» **WORK ITEM**: Show every line in the entries below where the word "მოსაშვილის" appears.

» **DATA**:
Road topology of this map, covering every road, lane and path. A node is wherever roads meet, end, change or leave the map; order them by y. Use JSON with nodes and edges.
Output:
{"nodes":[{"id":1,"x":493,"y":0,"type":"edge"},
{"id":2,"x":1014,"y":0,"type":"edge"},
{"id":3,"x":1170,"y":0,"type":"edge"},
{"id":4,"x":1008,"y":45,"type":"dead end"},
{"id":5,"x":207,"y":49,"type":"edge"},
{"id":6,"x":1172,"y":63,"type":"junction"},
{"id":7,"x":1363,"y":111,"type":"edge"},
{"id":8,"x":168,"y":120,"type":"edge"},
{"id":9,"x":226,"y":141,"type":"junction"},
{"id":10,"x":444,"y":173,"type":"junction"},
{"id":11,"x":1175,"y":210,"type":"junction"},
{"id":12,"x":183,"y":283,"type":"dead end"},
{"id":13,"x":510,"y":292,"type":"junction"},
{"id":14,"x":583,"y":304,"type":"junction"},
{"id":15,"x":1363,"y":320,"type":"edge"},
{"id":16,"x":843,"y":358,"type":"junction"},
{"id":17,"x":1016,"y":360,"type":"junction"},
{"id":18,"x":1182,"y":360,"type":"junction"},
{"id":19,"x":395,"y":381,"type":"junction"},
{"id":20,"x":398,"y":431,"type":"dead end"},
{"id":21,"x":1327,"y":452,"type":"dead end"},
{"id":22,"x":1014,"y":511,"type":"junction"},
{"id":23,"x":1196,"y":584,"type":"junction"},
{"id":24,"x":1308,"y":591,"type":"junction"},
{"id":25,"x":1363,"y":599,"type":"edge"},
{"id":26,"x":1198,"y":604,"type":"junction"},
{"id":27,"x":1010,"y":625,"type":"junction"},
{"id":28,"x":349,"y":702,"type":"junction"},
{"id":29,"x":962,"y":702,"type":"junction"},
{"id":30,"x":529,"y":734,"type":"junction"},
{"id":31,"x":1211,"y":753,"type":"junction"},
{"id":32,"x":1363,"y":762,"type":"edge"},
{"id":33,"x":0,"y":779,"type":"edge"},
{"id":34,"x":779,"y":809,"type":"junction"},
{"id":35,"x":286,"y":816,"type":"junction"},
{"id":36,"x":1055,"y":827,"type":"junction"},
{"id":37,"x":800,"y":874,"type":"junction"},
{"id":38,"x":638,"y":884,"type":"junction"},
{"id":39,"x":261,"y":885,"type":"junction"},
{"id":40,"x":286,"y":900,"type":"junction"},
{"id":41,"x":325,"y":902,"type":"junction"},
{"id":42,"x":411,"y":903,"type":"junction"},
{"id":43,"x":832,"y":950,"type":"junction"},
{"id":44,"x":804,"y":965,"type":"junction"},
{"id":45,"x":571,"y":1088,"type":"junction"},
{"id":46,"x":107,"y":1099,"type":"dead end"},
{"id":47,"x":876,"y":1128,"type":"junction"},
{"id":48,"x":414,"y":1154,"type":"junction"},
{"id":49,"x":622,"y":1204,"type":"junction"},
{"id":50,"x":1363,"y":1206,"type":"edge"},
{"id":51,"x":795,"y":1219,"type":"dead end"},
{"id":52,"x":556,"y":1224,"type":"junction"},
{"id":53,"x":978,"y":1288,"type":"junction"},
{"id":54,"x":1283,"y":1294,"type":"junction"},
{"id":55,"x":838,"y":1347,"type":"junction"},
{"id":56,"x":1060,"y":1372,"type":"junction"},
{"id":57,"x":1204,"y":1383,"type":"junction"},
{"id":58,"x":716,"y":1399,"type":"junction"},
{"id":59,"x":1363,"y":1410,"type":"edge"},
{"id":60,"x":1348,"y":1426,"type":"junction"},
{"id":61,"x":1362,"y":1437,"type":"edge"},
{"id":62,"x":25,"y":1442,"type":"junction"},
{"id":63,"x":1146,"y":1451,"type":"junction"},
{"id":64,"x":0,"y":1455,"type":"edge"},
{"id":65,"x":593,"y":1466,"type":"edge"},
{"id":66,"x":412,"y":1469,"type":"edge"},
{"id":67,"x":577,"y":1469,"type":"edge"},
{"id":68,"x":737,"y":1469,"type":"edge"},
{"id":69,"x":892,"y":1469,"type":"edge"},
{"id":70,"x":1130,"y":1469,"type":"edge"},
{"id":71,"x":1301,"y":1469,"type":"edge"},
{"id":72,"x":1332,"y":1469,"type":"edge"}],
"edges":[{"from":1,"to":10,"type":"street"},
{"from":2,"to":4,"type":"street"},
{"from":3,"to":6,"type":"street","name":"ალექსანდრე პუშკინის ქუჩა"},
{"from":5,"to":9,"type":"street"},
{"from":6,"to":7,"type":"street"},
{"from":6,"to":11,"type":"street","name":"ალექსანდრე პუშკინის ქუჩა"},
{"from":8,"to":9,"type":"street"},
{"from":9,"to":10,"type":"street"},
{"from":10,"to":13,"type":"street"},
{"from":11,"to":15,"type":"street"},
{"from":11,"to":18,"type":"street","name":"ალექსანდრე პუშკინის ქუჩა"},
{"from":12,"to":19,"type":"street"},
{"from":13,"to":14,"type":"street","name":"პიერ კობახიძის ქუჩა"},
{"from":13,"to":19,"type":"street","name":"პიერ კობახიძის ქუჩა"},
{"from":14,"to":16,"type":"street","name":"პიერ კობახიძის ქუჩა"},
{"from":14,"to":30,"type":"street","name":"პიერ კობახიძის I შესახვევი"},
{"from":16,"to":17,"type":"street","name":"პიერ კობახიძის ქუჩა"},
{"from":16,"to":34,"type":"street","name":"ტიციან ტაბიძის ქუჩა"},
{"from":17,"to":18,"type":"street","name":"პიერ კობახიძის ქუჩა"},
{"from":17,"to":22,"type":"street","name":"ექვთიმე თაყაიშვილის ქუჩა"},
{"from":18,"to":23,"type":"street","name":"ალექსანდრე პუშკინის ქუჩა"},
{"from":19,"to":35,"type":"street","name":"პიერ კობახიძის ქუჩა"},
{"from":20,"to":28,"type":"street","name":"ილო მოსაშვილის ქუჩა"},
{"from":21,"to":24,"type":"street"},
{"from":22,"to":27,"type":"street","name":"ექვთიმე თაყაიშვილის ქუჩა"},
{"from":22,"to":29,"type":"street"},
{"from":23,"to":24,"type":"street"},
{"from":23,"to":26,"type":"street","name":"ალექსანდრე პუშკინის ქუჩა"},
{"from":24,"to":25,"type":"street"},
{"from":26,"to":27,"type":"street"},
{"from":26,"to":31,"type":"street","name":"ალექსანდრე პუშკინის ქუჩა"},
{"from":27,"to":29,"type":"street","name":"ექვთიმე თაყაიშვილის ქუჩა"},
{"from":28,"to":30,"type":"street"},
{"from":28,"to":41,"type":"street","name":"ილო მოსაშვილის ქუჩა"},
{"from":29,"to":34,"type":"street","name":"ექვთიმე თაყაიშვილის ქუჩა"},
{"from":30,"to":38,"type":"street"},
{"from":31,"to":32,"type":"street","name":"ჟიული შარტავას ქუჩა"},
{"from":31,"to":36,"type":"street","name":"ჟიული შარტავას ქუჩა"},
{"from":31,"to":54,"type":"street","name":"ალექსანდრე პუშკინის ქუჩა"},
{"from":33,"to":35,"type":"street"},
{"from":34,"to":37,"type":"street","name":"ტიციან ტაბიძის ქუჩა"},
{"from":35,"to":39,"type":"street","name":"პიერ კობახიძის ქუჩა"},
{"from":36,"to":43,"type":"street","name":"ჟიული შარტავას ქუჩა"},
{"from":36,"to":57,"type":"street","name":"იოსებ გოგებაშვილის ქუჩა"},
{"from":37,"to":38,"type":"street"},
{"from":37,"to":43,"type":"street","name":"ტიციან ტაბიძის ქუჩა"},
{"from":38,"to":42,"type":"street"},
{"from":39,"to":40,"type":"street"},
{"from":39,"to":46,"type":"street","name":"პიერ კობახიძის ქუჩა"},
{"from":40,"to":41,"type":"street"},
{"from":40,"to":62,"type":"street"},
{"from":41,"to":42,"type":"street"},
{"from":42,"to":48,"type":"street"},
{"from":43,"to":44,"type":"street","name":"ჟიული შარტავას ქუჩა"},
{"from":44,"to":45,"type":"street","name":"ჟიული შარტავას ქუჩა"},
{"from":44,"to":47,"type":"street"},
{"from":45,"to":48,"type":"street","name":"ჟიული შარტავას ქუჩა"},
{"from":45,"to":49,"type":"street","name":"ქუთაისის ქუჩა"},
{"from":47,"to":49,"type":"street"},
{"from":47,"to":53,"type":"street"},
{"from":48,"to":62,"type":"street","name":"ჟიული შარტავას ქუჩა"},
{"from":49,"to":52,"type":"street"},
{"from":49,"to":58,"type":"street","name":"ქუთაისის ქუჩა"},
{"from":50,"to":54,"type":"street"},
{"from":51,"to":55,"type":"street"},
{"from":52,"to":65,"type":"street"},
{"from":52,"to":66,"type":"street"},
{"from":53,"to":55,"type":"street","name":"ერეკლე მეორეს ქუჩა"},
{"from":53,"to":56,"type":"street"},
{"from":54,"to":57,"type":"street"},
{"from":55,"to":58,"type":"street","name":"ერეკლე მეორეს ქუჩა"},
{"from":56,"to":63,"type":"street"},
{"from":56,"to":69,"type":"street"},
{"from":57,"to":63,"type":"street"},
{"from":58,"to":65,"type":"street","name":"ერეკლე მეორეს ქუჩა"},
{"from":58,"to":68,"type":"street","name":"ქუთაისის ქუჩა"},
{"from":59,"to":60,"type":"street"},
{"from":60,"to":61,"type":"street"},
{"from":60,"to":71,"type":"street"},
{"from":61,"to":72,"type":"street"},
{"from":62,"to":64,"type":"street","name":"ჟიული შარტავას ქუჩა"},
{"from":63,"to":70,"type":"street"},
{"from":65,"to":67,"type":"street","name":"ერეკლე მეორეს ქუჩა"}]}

» **SOLUTION TO THE EXERCISE**:
{"from":20,"to":28,"type":"street","name":"ილო მოსაშვილის ქუჩა"},
{"from":28,"to":41,"type":"street","name":"ილო მოსაშვილის ქუჩა"},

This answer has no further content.